Localização: Os Kaiwá vivem no Mato Grosso do Sul, dos rios Apa, Dourados e Ivinhema no norte até a serra Mbarakaju mountains e afluentes do Rio Jejui no sul.

Vivem mais concentrados na área de Concepción, Paraguai e no sudoeste do Mato Grosso do Sul. São o ramo do norte dos povos Guarani.

No Brasil os Guarani vivem em 72 Terras indígenas em sete estados, Rio Grande do Sul, Santa Catarina, Paraná, São Paulo e Minas Gerais.

Na Argentina: 3.000 (SIL) na província de Corrientes na maioria Mbya.

No Paraguai: 16.400 nos departamentos de Caaguazú, Guairá, Caazapá, San Pedro, Concepción, Canindeyú, Itapúa, e espalhados (SIL). O ramo mais para o sul dos Guarani.

Língua: Kaiwá, da família Tupi, Tupi-Guarani, Sub-grupo 1. Dialetos: Tambéopé, Baticola. Compatidade Lexical 75% como Guarani Paraguaiano. Alfabetismo 10-30% e em português 15-25% (SIL). Tradução da Bíblia completa em 2004.

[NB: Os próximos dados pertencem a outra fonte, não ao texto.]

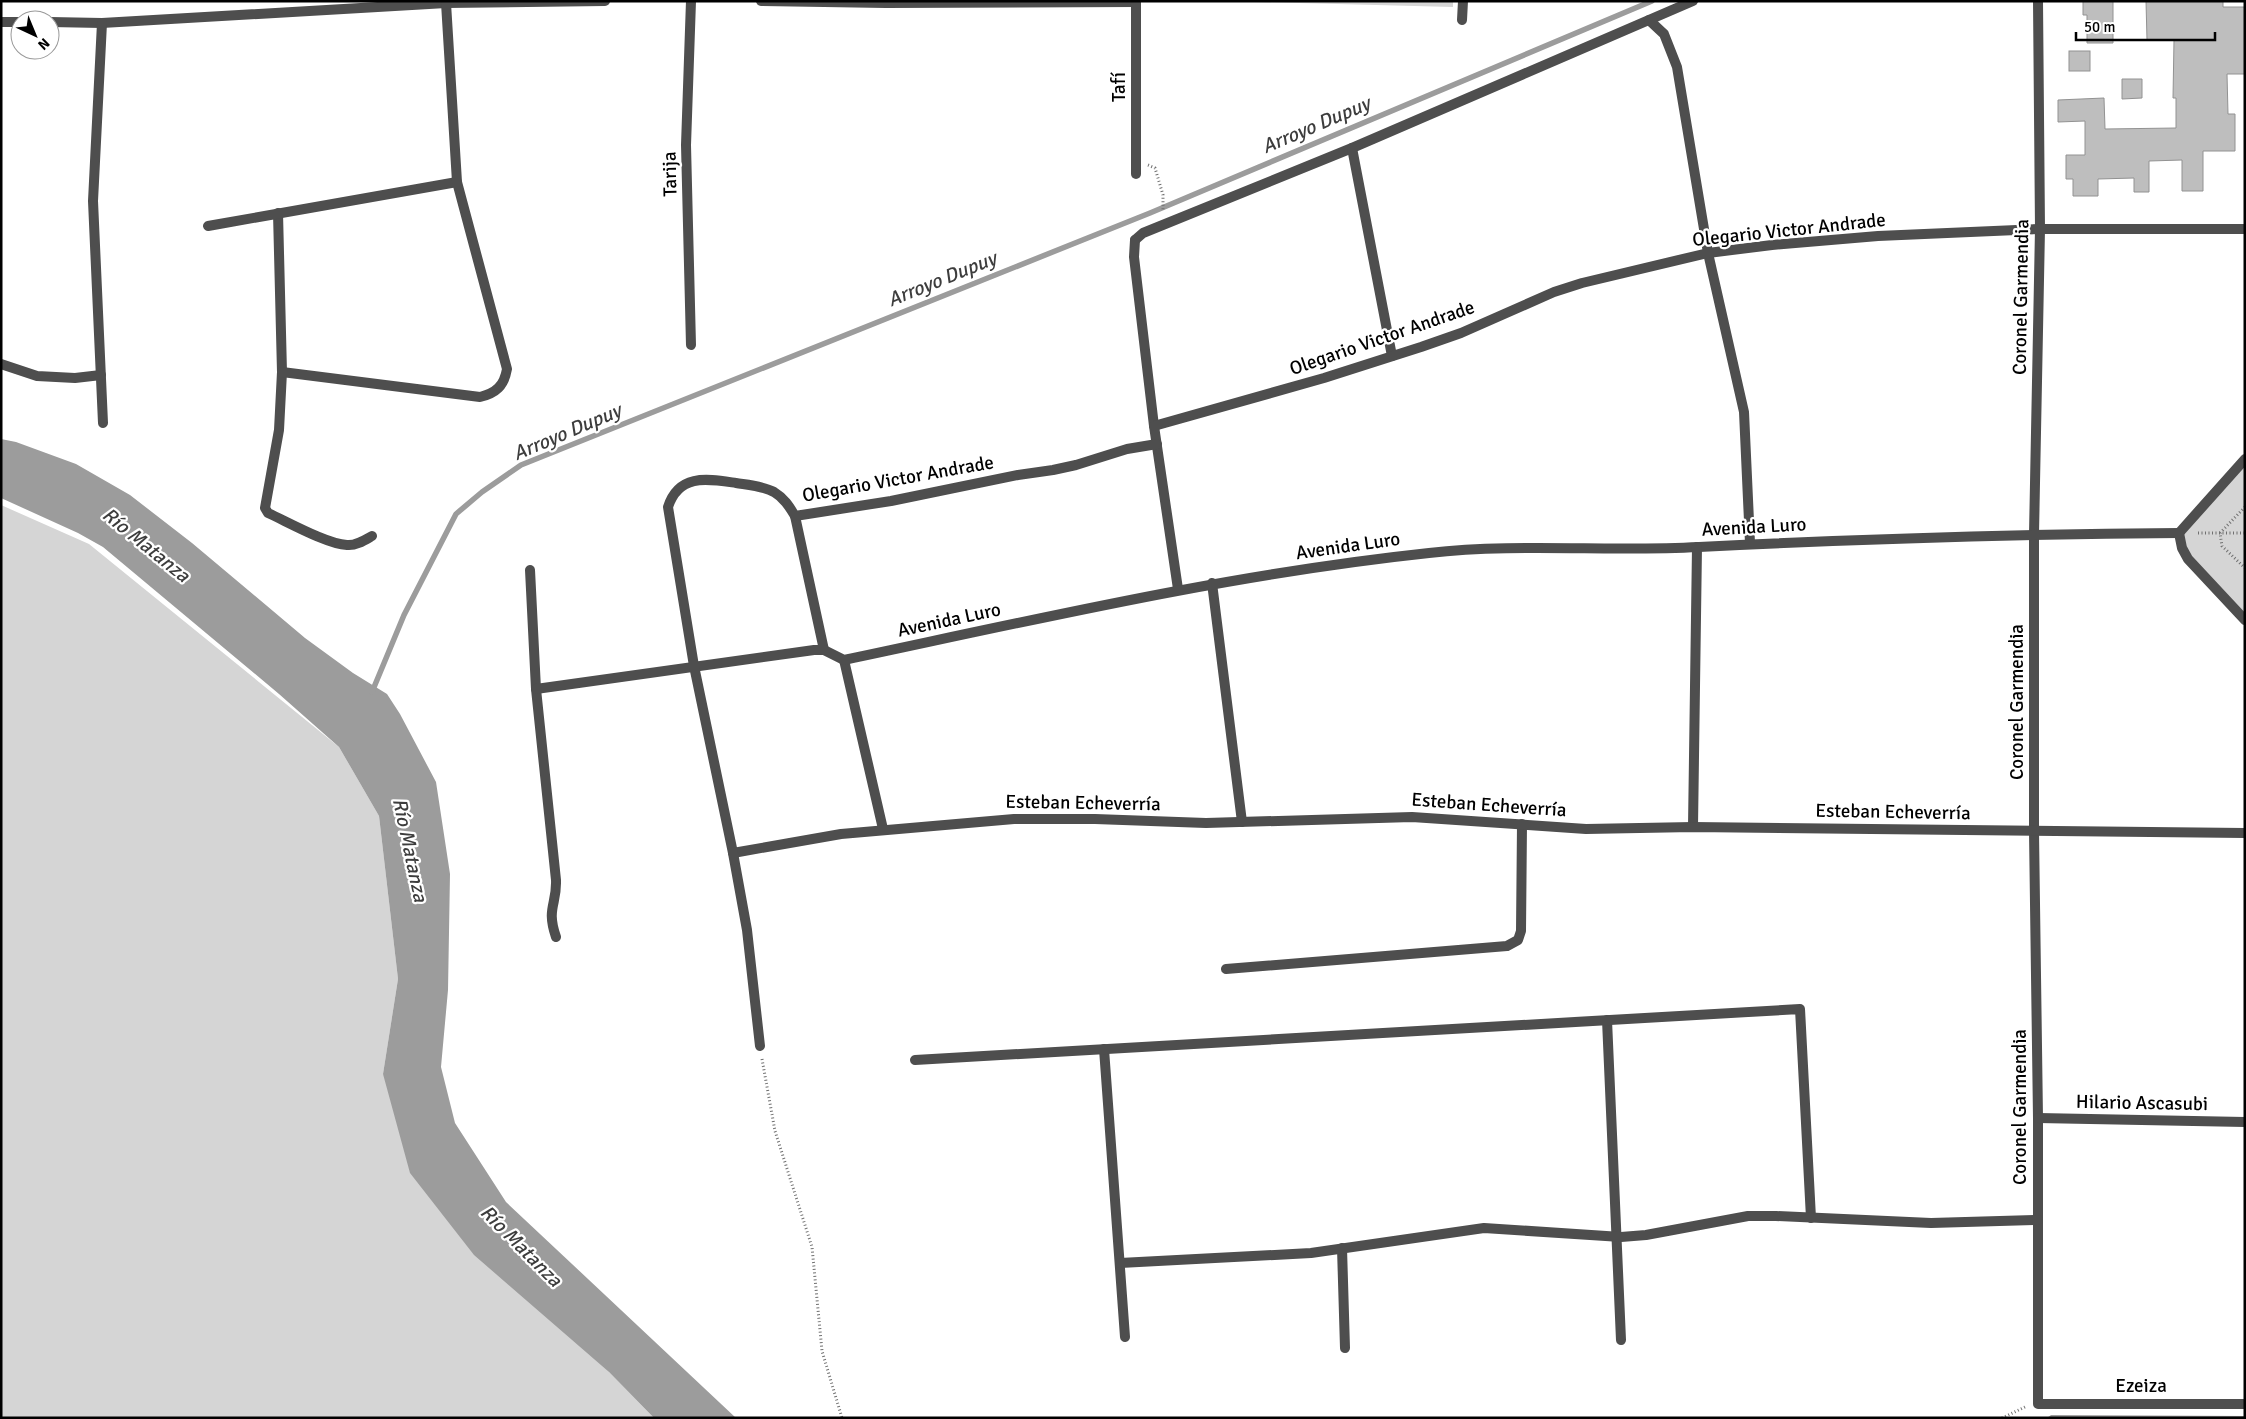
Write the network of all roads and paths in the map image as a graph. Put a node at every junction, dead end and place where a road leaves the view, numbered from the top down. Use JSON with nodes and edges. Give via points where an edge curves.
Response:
{"nodes":[{"id":1,"x":605,"y":1,"type":"edge"},
{"id":2,"x":692,"y":1,"type":"edge"},
{"id":3,"x":761,"y":1,"type":"edge"},
{"id":4,"x":1463,"y":1,"type":"edge"},
{"id":5,"x":1693,"y":1,"type":"edge"},
{"id":6,"x":2038,"y":1,"type":"edge"},
{"id":7,"x":1136,"y":2,"type":"edge"},
{"id":8,"x":446,"y":3,"type":"junction"},
{"id":9,"x":1462,"y":20,"type":"dead end"},
{"id":10,"x":1649,"y":20,"type":"junction"},
{"id":11,"x":60,"y":22,"type":"edge"},
{"id":12,"x":102,"y":23,"type":"junction"},
{"id":13,"x":1352,"y":148,"type":"junction"},
{"id":14,"x":1136,"y":160,"type":"junction"},
{"id":15,"x":1136,"y":174,"type":"dead end"},
{"id":16,"x":456,"y":182,"type":"junction"},
{"id":17,"x":278,"y":213,"type":"junction"},
{"id":18,"x":1163,"y":217,"type":"dead end"},
{"id":19,"x":208,"y":226,"type":"dead end"},
{"id":20,"x":2245,"y":229,"type":"edge"},
{"id":21,"x":2040,"y":230,"type":"junction"},
{"id":22,"x":1708,"y":253,"type":"junction"},
{"id":23,"x":691,"y":345,"type":"dead end"},
{"id":24,"x":1392,"y":356,"type":"junction"},
{"id":25,"x":1,"y":364,"type":"edge"},
{"id":26,"x":282,"y":372,"type":"junction"},
{"id":27,"x":101,"y":375,"type":"junction"},
{"id":28,"x":103,"y":423,"type":"dead end"},
{"id":29,"x":1154,"y":426,"type":"junction"},
{"id":30,"x":1157,"y":444,"type":"junction"},
{"id":31,"x":2245,"y":459,"type":"edge"},
{"id":32,"x":2245,"y":507,"type":"edge"},
{"id":33,"x":795,"y":516,"type":"junction"},
{"id":34,"x":2179,"y":533,"type":"junction"},
{"id":35,"x":2220,"y":533,"type":"junction"},
{"id":36,"x":2245,"y":533,"type":"edge"},
{"id":37,"x":2034,"y":534,"type":"junction"},
{"id":38,"x":372,"y":536,"type":"dead end"},
{"id":39,"x":1750,"y":543,"type":"junction"},
{"id":40,"x":1697,"y":547,"type":"junction"},
{"id":41,"x":2245,"y":568,"type":"edge"},
{"id":42,"x":530,"y":570,"type":"dead end"},
{"id":43,"x":1212,"y":583,"type":"junction"},
{"id":44,"x":1178,"y":590,"type":"junction"},
{"id":45,"x":2245,"y":620,"type":"edge"},
{"id":46,"x":824,"y":650,"type":"junction"},
{"id":47,"x":844,"y":660,"type":"junction"},
{"id":48,"x":694,"y":666,"type":"junction"},
{"id":49,"x":536,"y":689,"type":"junction"},
{"id":50,"x":1242,"y":822,"type":"junction"},
{"id":51,"x":1522,"y":824,"type":"junction"},
{"id":52,"x":1692,"y":827,"type":"junction"},
{"id":53,"x":882,"y":829,"type":"junction"},
{"id":54,"x":2034,"y":832,"type":"junction"},
{"id":55,"x":2245,"y":833,"type":"edge"},
{"id":56,"x":733,"y":853,"type":"junction"},
{"id":57,"x":556,"y":937,"type":"dead end"},
{"id":58,"x":1226,"y":969,"type":"dead end"},
{"id":59,"x":1607,"y":1020,"type":"junction"},
{"id":60,"x":760,"y":1046,"type":"joint"},
{"id":61,"x":1104,"y":1049,"type":"junction"},
{"id":62,"x":915,"y":1060,"type":"dead end"},
{"id":63,"x":2038,"y":1118,"type":"junction"},
{"id":64,"x":2245,"y":1122,"type":"edge"},
{"id":65,"x":1812,"y":1218,"type":"junction"},
{"id":66,"x":2038,"y":1220,"type":"junction"},
{"id":67,"x":1617,"y":1236,"type":"junction"},
{"id":68,"x":1342,"y":1248,"type":"junction"},
{"id":69,"x":1120,"y":1264,"type":"junction"},
{"id":70,"x":1126,"y":1337,"type":"dead end"},
{"id":71,"x":1621,"y":1340,"type":"dead end"},
{"id":72,"x":1345,"y":1348,"type":"dead end"},
{"id":73,"x":2038,"y":1404,"type":"junction"},
{"id":74,"x":2245,"y":1404,"type":"edge"},
{"id":75,"x":842,"y":1418,"type":"edge"},
{"id":76,"x":2002,"y":1418,"type":"edge"}],
"edges":[{"from":1,"to":8,"type":"street"},
{"from":2,"to":23,"type":"street","name":"Tarija","via":[[686,145]]},
{"from":3,"to":7,"type":"street"},
{"from":4,"to":9,"type":"street"},
{"from":5,"to":10,"type":"street"},
{"from":6,"to":21,"type":"street","name":"Coronel Garmendia"},
{"from":7,"to":14,"type":"street","name":"Tafí"},
{"from":8,"to":12,"type":"street"},
{"from":8,"to":16,"type":"street"},
{"from":10,"to":13,"type":"street"},
{"from":10,"to":22,"type":"street","via":[[1664,34],[1677,66]]},
{"from":11,"to":12,"type":"street"},
{"from":12,"to":27,"type":"street","via":[[93,201]]},
{"from":13,"to":24,"type":"street"},
{"from":13,"to":29,"type":"street","via":[[1143,233],[1135,240],[1134,257]]},
{"from":14,"to":15,"type":"street","name":"Tafí"},
{"from":14,"to":18,"type":"path","via":[[1156,168]]},
{"from":16,"to":17,"type":"street"},
{"from":16,"to":26,"type":"street","via":[[507,369],[499,389],[480,397]]},
{"from":17,"to":19,"type":"street"},
{"from":17,"to":26,"type":"street"},
{"from":20,"to":21,"type":"street","name":"Olegario Victor Andrade"},
{"from":21,"to":22,"type":"street","name":"Olegario Victor Andrade","via":[[1878,236]]},
{"from":21,"to":37,"type":"street","name":"Coronel Garmendia"},
{"from":22,"to":24,"type":"street","name":"Olegario Victor Andrade","via":[[1554,292],[1461,333]]},
{"from":22,"to":39,"type":"street","via":[[1744,412]]},
{"from":24,"to":29,"type":"street","name":"Olegario Victor Andrade"},
{"from":25,"to":27,"type":"street","via":[[37,376],[75,378]]},
{"from":26,"to":38,"type":"street","via":[[279,430],[264,508],[268,513],[335,543],[348,546]]},
{"from":27,"to":28,"type":"street"},
{"from":29,"to":30,"type":"street"},
{"from":30,"to":33,"type":"street","name":"Olegario Victor Andrade","via":[[1069,467],[1018,474],[883,503]]},
{"from":30,"to":44,"type":"street"},
{"from":31,"to":34,"type":"street"},
{"from":32,"to":35,"type":"path"},
{"from":33,"to":46,"type":"street"},
{"from":33,"to":48,"type":"street","name":"Olegario Victor Andrade","via":[[787,502],[759,486],[704,478],[692,481],[671,497],[668,507]]},
{"from":34,"to":35,"type":"path"},
{"from":34,"to":37,"type":"street","name":"Avenida Luro"},
{"from":34,"to":45,"type":"street","via":[[2188,559]]},
{"from":35,"to":36,"type":"path"},
{"from":35,"to":41,"type":"path","via":[[2222,546]]},
{"from":37,"to":39,"type":"street","name":"Avenida Luro"},
{"from":37,"to":54,"type":"street","name":"Coronel Garmendia"},
{"from":39,"to":40,"type":"street","name":"Avenida Luro"},
{"from":40,"to":43,"type":"street","name":"Avenida Luro","via":[[1455,551]]},
{"from":40,"to":52,"type":"street"},
{"from":42,"to":49,"type":"street"},
{"from":43,"to":44,"type":"street","name":"Avenida Luro"},
{"from":43,"to":50,"type":"street"},
{"from":44,"to":47,"type":"street","name":"Avenida Luro"},
{"from":46,"to":47,"type":"street"},
{"from":46,"to":48,"type":"street"},
{"from":47,"to":53,"type":"street"},
{"from":48,"to":49,"type":"street"},
{"from":48,"to":56,"type":"street"},
{"from":49,"to":57,"type":"street","via":[[556,880],[550,911]]},
{"from":50,"to":51,"type":"street","name":"Esteban Echeverría","via":[[1412,817]]},
{"from":50,"to":53,"type":"street","name":"Esteban Echeverría","via":[[1038,818]]},
{"from":51,"to":52,"type":"street","name":"Esteban Echeverría","via":[[1611,829]]},
{"from":51,"to":58,"type":"street","via":[[1520,931],[1518,940],[1507,946]]},
{"from":52,"to":54,"type":"street","name":"Esteban Echeverría"},
{"from":53,"to":56,"type":"street","name":"Esteban Echeverría"},
{"from":54,"to":55,"type":"street","name":"Esteban Echeverría"},
{"from":54,"to":63,"type":"street","name":"Coronel Garmendia"},
{"from":56,"to":60,"type":"street","via":[[747,930]]},
{"from":59,"to":61,"type":"street"},
{"from":59,"to":65,"type":"street","via":[[1800,1009]]},
{"from":59,"to":67,"type":"street"},
{"from":60,"to":75,"type":"path","via":[[775,1131],[812,1247],[822,1351]]},
{"from":61,"to":62,"type":"street"},
{"from":61,"to":69,"type":"street"},
{"from":63,"to":64,"type":"street","name":"Hilario Ascasubi"},
{"from":63,"to":66,"type":"street","name":"Coronel Garmendia"},
{"from":65,"to":66,"type":"street","via":[[1931,1223]]},
{"from":65,"to":67,"type":"street","via":[[1748,1216],[1646,1235]]},
{"from":66,"to":73,"type":"street","name":"Coronel Garmendia"},
{"from":67,"to":68,"type":"street","via":[[1484,1228]]},
{"from":67,"to":71,"type":"street"},
{"from":68,"to":69,"type":"street","via":[[1311,1254]]},
{"from":68,"to":72,"type":"street"},
{"from":69,"to":70,"type":"street"},
{"from":73,"to":74,"type":"street","name":"Ezeiza"},
{"from":73,"to":76,"type":"path","via":[[2020,1408]]}]}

Guarani é uma das línguas oficiais do MERCOSUR. No Paraguai é uma das línguas oficiais com Espanhol e a metade da população rural são monolíngues. Um vocabulário especial, ayvu porã, é usado nos rituais. In 2010, Guaraní tornou-se língua oficial com Português no Município de Tacuru, MS. No Brasil, Guarani Paraguaiano é chamado Guarani Kaiowá. É a segunda língua oficial na Província de Corrientes desde 2003.

Uma versão de Guarani, Chiripá, é falada no Brasil e chamada Nhandeva.

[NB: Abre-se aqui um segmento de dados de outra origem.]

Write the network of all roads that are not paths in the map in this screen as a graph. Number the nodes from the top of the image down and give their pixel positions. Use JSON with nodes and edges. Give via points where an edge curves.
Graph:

História: A origem dos povos guarani e da sua cultura era nas florestas tropicais do alto Rio Paraguai e do alto Rio Uruguai e no sul do planalto do atual Mato Grosso do Sul. Era uma cultura nômade. Acerca dos séculos XI e XII d.C. eram estabelecidos no litoral brasileiro entre Cananéia, São Paulo e Rio Grande do Sul e expandiram das cabeceiras dos Rios Araguaia, Xingu, Paraguai e no norte da Argentina e no leste do Paraguai. Com a chegada dos europeus eram sujeitos às encomendas, que semelhante aos regates portugueses, sob o fingimento de proteger os índios na realidade os escravizaram. Seu território tornou-se uma área de conflito entre os espanhóis e os portugueses (Almeida 2003).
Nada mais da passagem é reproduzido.